Top of Entries provided
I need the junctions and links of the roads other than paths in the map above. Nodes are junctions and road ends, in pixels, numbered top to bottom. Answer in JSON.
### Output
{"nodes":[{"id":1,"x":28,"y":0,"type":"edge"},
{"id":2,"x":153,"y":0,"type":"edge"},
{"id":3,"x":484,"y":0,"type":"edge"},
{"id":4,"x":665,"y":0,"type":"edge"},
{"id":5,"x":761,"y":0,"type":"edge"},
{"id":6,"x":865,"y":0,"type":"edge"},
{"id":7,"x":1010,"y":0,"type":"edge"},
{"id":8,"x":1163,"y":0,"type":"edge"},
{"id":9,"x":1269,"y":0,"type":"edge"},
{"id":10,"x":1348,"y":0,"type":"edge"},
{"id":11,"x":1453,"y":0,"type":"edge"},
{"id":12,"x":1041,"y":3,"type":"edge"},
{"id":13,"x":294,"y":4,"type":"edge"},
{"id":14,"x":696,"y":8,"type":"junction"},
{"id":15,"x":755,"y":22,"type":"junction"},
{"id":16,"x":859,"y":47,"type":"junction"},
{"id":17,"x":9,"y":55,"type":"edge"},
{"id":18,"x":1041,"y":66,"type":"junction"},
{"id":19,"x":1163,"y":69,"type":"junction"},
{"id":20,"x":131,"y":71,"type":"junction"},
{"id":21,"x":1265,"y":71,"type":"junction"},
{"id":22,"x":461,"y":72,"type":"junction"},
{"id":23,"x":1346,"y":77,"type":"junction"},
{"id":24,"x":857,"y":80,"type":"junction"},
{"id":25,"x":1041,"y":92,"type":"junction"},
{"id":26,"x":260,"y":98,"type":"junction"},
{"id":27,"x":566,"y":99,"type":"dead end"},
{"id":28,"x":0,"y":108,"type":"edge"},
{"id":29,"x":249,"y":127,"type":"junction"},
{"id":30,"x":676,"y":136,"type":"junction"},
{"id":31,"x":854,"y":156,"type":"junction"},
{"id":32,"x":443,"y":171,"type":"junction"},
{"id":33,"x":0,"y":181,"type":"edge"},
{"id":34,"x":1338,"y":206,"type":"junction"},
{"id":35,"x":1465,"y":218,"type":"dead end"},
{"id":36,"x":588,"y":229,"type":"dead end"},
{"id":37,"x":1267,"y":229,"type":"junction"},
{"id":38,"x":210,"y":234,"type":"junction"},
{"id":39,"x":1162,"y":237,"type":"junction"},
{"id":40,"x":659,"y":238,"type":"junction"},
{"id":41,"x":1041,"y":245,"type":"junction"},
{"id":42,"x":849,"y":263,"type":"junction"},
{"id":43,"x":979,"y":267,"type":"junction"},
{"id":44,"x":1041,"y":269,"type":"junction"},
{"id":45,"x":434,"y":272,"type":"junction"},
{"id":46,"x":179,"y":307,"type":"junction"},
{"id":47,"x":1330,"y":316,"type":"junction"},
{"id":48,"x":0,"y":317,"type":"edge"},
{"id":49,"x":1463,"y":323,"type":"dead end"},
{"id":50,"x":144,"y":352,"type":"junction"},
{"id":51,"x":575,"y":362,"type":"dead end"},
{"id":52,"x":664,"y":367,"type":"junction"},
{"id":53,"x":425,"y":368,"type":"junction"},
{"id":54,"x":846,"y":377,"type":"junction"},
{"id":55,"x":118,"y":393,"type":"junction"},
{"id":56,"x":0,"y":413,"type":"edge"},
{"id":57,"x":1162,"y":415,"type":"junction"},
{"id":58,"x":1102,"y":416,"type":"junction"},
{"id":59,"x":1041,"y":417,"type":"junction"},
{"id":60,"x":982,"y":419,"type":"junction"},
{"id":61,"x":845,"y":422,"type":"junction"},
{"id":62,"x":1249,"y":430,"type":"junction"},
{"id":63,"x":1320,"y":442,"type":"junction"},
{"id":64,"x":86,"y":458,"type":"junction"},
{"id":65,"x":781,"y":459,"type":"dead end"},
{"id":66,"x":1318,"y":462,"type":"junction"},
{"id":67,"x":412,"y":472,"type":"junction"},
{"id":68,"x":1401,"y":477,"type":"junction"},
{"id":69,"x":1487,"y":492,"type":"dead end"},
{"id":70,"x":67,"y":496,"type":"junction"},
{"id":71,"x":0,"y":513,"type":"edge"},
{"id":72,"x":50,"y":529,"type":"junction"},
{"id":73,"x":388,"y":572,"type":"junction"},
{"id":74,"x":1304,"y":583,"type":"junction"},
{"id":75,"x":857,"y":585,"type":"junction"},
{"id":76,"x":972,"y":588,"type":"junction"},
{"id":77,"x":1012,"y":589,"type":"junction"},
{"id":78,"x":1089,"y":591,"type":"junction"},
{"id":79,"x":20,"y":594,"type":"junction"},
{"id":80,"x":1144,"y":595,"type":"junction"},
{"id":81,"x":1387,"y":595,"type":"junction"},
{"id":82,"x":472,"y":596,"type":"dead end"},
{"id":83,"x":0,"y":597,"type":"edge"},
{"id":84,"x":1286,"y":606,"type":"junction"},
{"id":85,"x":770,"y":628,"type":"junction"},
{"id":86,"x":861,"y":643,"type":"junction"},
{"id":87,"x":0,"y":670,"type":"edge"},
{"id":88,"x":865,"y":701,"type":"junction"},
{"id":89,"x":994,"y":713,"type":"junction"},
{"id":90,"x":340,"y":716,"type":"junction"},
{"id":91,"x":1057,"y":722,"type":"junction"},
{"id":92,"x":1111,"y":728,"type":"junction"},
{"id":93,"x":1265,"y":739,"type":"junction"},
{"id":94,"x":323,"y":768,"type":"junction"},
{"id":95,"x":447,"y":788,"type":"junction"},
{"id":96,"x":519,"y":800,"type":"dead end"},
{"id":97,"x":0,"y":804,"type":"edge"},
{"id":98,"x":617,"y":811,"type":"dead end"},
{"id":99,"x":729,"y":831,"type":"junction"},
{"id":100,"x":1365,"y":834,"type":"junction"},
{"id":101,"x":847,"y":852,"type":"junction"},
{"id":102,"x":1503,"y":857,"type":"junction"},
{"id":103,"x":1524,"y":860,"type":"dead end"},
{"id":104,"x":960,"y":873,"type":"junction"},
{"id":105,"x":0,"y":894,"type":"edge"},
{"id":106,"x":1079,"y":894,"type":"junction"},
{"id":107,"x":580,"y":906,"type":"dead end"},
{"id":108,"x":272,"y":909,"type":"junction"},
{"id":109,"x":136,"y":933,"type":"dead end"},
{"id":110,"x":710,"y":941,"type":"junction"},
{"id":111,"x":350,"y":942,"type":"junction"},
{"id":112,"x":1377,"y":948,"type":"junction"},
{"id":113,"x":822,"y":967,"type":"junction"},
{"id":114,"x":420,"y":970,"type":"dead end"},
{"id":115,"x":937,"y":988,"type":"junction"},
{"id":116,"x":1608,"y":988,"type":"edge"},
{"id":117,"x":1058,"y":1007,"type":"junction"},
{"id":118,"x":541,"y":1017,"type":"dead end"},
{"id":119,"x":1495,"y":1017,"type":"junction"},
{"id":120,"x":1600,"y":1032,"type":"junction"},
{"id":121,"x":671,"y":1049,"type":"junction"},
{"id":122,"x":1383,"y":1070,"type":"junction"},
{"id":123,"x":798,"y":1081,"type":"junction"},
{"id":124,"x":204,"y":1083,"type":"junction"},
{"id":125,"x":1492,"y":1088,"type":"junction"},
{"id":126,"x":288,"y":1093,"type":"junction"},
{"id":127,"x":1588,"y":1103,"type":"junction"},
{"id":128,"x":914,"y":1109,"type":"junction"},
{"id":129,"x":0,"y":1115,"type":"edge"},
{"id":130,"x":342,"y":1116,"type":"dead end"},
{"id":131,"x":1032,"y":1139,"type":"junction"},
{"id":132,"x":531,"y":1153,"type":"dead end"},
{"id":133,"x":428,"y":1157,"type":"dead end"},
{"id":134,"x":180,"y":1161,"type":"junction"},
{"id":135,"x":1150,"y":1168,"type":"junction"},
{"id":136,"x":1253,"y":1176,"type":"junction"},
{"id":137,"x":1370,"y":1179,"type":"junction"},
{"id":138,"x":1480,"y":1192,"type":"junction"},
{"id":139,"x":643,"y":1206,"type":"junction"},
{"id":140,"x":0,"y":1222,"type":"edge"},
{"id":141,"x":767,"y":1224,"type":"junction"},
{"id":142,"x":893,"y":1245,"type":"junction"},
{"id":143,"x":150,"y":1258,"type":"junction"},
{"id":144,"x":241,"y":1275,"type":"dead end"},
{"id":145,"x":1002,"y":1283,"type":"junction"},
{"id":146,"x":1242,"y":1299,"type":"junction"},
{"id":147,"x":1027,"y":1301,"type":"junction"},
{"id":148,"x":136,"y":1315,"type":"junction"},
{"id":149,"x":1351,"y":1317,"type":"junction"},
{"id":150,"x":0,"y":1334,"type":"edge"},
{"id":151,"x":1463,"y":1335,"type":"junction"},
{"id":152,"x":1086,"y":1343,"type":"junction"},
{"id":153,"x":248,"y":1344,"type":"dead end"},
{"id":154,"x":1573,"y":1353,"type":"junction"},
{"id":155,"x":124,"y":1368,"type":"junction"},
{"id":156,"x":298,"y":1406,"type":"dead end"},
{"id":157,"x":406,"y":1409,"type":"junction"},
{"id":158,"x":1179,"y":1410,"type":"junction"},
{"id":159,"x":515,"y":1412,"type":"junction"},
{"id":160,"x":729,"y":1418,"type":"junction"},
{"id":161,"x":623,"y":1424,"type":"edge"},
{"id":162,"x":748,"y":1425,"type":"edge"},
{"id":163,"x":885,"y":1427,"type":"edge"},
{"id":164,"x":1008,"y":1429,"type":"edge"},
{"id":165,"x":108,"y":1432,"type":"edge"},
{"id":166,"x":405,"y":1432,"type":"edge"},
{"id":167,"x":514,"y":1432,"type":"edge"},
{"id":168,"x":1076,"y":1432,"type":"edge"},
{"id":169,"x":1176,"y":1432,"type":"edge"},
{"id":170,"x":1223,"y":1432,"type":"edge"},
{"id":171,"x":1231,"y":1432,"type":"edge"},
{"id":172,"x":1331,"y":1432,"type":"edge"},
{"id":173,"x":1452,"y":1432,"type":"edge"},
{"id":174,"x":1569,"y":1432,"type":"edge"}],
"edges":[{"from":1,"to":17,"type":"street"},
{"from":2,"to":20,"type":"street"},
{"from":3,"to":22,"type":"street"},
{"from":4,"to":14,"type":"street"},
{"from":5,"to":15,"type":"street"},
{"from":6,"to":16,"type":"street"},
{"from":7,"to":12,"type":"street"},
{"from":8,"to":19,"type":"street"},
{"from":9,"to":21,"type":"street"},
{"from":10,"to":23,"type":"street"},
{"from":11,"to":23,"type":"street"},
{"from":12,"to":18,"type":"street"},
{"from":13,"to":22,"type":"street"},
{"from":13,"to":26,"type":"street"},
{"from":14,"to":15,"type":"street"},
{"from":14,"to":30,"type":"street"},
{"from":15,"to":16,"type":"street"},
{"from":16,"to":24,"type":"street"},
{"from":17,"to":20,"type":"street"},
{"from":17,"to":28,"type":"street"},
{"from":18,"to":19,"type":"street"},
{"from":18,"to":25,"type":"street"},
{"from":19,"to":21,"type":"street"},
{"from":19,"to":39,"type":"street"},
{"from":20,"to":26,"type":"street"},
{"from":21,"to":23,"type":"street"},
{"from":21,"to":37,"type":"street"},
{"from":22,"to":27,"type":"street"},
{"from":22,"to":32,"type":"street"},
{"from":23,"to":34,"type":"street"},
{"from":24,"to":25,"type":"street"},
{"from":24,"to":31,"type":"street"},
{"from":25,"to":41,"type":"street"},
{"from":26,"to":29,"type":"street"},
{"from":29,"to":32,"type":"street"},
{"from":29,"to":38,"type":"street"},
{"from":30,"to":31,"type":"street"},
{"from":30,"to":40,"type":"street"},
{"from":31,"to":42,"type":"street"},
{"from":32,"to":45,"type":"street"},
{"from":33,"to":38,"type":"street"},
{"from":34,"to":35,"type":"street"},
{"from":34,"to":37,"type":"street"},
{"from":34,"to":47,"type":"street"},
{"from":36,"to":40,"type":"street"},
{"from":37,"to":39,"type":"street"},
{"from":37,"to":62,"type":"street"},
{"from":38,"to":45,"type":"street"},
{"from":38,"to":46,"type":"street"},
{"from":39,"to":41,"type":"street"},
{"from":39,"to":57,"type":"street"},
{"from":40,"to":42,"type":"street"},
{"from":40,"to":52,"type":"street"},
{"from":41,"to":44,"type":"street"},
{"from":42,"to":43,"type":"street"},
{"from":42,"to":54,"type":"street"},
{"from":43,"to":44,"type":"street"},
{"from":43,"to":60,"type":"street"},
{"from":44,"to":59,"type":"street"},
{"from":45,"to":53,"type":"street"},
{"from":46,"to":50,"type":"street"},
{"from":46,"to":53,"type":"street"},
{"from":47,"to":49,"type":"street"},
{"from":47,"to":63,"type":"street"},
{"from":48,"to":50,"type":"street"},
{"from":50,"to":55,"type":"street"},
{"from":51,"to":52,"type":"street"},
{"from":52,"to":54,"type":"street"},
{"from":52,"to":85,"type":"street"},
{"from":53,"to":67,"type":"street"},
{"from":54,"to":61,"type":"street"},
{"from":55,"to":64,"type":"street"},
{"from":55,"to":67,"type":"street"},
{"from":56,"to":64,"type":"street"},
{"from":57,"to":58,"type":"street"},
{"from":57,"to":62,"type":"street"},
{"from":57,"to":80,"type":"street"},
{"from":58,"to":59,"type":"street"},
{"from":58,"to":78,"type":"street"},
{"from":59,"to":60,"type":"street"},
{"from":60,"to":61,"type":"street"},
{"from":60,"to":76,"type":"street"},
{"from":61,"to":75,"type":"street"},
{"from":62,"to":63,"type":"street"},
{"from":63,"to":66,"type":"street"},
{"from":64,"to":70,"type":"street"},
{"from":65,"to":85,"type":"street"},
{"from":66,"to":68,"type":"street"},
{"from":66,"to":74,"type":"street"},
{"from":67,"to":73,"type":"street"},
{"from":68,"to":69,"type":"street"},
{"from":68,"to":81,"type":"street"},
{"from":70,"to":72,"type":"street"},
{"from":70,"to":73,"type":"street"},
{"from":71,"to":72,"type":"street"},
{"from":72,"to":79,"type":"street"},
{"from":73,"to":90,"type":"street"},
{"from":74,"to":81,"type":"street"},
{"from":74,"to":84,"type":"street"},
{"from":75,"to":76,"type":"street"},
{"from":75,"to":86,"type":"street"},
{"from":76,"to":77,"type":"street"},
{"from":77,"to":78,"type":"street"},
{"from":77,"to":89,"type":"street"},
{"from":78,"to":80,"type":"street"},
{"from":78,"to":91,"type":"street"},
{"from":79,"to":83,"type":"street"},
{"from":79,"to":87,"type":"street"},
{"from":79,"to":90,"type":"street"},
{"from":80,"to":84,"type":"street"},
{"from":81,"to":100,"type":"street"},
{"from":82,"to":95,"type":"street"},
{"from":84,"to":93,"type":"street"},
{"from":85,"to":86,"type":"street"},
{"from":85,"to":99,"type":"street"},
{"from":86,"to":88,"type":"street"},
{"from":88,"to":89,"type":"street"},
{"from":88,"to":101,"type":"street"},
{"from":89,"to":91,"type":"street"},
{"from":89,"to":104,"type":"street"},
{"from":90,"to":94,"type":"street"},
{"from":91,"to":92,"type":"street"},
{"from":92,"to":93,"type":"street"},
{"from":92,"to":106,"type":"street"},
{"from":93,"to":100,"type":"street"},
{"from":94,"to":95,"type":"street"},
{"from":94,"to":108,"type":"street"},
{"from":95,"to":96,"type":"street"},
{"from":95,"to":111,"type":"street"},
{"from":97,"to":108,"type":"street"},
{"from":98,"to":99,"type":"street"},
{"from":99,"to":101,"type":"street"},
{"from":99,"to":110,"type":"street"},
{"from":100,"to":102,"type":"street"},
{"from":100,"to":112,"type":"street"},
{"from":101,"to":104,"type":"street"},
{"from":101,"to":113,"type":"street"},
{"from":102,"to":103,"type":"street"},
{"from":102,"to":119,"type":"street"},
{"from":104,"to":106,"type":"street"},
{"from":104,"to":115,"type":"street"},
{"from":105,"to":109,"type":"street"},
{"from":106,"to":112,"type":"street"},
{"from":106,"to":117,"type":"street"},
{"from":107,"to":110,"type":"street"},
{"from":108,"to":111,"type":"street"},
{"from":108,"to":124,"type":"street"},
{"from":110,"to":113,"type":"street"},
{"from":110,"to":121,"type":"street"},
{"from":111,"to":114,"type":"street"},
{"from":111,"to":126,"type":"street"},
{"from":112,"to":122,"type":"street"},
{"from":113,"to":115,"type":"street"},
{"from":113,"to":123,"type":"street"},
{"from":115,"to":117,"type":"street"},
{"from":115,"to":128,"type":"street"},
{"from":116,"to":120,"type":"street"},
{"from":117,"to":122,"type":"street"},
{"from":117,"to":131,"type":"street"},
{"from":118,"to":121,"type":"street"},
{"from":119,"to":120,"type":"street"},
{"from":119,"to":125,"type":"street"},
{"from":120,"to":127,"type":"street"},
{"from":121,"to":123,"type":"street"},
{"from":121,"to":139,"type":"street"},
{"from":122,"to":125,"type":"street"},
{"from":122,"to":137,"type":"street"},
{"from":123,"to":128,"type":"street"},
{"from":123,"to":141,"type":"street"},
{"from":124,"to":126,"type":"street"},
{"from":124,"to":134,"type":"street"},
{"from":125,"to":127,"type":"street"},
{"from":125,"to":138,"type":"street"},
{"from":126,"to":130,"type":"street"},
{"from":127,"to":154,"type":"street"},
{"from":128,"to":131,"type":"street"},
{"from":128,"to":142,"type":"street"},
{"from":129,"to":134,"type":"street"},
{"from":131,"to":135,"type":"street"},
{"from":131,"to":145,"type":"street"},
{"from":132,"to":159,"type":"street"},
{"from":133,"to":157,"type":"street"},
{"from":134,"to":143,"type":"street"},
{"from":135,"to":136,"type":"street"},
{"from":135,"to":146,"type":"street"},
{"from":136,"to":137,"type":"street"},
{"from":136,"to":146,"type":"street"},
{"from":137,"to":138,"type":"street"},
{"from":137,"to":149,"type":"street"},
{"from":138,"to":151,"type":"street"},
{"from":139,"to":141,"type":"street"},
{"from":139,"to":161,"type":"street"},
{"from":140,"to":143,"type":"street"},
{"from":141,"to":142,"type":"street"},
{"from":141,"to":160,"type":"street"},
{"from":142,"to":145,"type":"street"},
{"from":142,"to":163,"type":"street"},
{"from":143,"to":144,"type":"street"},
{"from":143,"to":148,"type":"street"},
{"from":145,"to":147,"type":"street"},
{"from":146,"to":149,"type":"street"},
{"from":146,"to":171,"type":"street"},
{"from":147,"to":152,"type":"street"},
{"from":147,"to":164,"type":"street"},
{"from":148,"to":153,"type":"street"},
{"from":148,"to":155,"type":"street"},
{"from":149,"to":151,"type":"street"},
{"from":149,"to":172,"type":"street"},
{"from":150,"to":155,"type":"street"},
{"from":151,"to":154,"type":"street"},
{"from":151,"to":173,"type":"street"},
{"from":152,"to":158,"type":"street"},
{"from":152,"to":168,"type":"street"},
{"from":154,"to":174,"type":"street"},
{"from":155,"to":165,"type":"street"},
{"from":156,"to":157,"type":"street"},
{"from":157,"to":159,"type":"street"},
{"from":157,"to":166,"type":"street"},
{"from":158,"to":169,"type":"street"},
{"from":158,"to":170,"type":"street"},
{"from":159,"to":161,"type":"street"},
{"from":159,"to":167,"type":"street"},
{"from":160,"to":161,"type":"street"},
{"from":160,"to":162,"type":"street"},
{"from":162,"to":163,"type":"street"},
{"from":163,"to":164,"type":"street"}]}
Bottom of Entries provided
Top of Entries provided
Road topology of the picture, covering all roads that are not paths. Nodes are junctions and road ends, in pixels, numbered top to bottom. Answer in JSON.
Bottom of Entries provided
## Work item:
Go through the entries and copy every line that has "road".

## Solution to the problem:
I need the junctions and links of the roads other than paths in the map above. Nodes are junctions and road ends, in pixels, numbered top to bottom. Answer in JSON.
Road topology of the picture, covering all roads that are not paths. Nodes are junctions and road ends, in pixels, numbered top to bottom. Answer in JSON.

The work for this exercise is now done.